WHAT NEEDS TO BE DONE – What lines in the entries below contain the word "bottom"? Copy all of them.

[RECORDS SUPPLIED Boundary: Start]

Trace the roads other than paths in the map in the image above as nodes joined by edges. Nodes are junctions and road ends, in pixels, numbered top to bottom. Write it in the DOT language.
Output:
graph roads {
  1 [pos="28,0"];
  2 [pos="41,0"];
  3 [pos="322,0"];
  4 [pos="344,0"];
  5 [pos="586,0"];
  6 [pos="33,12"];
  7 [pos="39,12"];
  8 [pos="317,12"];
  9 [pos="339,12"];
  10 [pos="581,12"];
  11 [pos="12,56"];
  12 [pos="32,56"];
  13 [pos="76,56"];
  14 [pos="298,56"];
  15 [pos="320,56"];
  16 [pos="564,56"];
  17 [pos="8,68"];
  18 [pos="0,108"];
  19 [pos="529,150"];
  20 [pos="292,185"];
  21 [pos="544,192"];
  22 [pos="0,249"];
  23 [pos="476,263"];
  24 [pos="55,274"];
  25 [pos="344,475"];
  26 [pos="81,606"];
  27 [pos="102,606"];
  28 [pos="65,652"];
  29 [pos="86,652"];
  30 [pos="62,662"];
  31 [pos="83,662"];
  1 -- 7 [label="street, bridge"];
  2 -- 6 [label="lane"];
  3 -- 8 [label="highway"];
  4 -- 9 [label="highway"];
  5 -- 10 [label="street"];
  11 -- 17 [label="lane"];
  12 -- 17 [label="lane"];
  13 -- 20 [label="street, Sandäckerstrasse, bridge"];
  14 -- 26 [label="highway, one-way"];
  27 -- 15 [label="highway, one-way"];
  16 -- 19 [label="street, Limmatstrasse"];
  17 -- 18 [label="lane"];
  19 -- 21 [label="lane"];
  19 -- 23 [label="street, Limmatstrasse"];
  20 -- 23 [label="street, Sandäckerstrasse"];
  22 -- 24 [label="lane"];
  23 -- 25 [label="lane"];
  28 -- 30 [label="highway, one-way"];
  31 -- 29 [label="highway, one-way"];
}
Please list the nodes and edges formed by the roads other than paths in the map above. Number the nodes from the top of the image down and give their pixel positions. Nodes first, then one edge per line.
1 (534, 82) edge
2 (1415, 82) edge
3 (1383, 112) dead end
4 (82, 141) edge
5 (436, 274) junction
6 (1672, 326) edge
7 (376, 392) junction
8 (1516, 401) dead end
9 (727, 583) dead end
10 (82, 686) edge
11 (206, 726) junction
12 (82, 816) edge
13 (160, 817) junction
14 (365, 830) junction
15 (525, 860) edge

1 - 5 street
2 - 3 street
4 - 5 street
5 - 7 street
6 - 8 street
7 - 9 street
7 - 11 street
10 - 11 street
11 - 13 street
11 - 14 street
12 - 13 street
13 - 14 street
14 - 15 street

[RECORDS SUPPLIED Boundary: End]
[RECORDS SUPPLIED Boundary: Start]

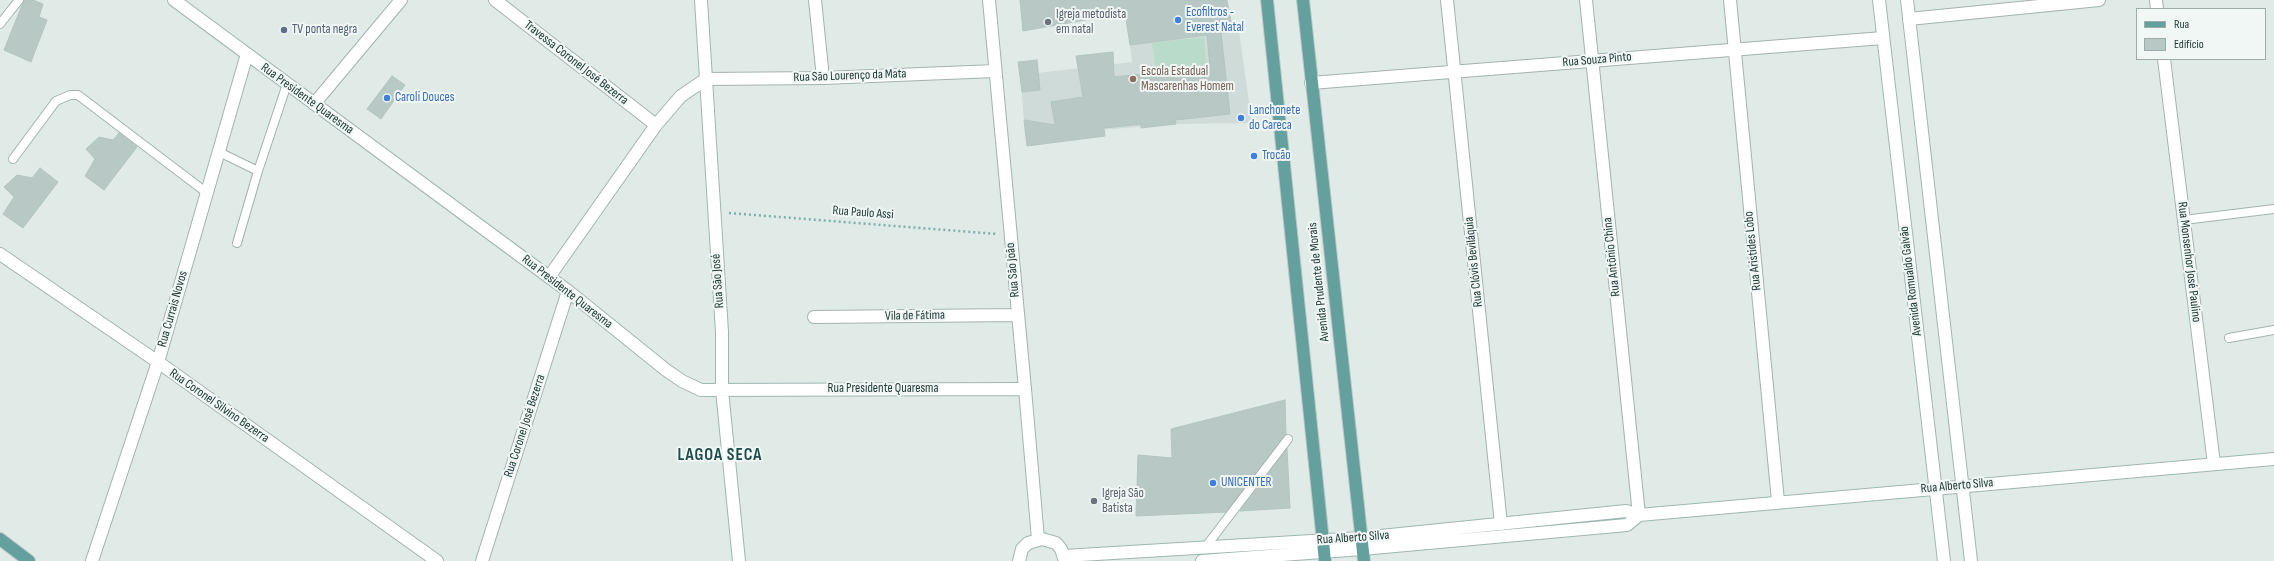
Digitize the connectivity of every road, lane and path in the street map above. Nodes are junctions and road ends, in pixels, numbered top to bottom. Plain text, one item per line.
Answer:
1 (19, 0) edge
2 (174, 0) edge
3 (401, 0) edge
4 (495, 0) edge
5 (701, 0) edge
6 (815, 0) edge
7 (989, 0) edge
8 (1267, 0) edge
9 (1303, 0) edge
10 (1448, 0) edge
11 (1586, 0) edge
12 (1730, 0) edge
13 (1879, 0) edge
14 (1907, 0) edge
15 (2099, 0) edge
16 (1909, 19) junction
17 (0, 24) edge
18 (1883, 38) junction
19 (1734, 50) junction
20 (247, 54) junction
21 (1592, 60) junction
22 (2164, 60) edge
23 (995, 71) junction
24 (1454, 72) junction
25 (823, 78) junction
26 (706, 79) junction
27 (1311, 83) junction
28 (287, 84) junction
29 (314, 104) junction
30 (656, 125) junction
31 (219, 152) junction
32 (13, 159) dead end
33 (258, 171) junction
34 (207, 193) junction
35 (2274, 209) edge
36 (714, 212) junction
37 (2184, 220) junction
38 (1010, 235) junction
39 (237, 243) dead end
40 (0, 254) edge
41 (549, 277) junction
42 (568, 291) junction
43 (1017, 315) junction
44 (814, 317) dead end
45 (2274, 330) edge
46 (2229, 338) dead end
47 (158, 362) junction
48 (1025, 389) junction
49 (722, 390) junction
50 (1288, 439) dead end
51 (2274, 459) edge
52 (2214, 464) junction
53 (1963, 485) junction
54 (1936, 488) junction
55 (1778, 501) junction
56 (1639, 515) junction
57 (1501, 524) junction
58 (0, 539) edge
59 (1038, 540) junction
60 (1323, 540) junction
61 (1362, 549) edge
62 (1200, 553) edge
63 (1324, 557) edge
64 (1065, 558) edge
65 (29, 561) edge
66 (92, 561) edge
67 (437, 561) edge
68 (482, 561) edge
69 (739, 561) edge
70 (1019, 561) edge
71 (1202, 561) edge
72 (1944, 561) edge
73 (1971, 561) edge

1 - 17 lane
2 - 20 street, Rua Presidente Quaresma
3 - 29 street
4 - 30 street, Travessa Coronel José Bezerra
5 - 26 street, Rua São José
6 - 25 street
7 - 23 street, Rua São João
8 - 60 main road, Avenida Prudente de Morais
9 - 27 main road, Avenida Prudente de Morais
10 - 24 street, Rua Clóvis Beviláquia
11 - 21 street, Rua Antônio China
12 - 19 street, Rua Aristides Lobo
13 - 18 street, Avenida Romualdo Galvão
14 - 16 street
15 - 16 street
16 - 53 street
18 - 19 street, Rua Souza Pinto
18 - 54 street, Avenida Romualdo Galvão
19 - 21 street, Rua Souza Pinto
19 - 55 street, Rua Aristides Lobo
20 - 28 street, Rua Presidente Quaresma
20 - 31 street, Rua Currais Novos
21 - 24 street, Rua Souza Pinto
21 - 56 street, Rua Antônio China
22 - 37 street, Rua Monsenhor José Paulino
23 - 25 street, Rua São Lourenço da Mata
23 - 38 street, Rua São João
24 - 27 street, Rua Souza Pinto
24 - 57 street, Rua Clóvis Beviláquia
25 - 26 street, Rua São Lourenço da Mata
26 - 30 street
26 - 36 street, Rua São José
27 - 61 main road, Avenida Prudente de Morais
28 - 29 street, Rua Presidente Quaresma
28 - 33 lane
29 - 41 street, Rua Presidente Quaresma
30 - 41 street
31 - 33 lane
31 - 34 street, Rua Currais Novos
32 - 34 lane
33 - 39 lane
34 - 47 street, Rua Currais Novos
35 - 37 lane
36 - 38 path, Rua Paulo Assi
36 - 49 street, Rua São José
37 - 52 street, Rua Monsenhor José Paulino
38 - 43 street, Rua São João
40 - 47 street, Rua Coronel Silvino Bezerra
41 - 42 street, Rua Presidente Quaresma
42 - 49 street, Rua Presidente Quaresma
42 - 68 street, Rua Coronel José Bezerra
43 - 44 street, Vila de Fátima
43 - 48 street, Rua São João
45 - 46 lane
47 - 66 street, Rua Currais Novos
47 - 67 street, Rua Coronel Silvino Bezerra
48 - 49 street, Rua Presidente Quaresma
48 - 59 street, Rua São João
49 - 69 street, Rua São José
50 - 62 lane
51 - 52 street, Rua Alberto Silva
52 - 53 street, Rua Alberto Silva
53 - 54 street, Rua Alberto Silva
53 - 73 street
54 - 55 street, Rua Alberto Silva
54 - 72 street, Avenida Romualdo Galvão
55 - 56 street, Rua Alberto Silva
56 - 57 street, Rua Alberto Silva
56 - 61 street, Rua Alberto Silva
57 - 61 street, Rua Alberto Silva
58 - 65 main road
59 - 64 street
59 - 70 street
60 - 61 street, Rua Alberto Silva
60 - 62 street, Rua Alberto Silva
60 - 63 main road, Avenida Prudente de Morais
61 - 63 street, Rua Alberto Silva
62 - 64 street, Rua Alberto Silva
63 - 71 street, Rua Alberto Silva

[RECORDS SUPPLIED Boundary: End]

RESPONSE TO THIS EXERCISE –
Trace the roads other than paths in the map in the image above as nodes joined by edges. Nodes are junctions and road ends, in pixels, numbered top to bottom. Write it in the DOT language.
Digitize the connectivity of every road, lane and path in the street map above. Nodes are junctions and road ends, in pixels, numbered top to bottom. Plain text, one item per line.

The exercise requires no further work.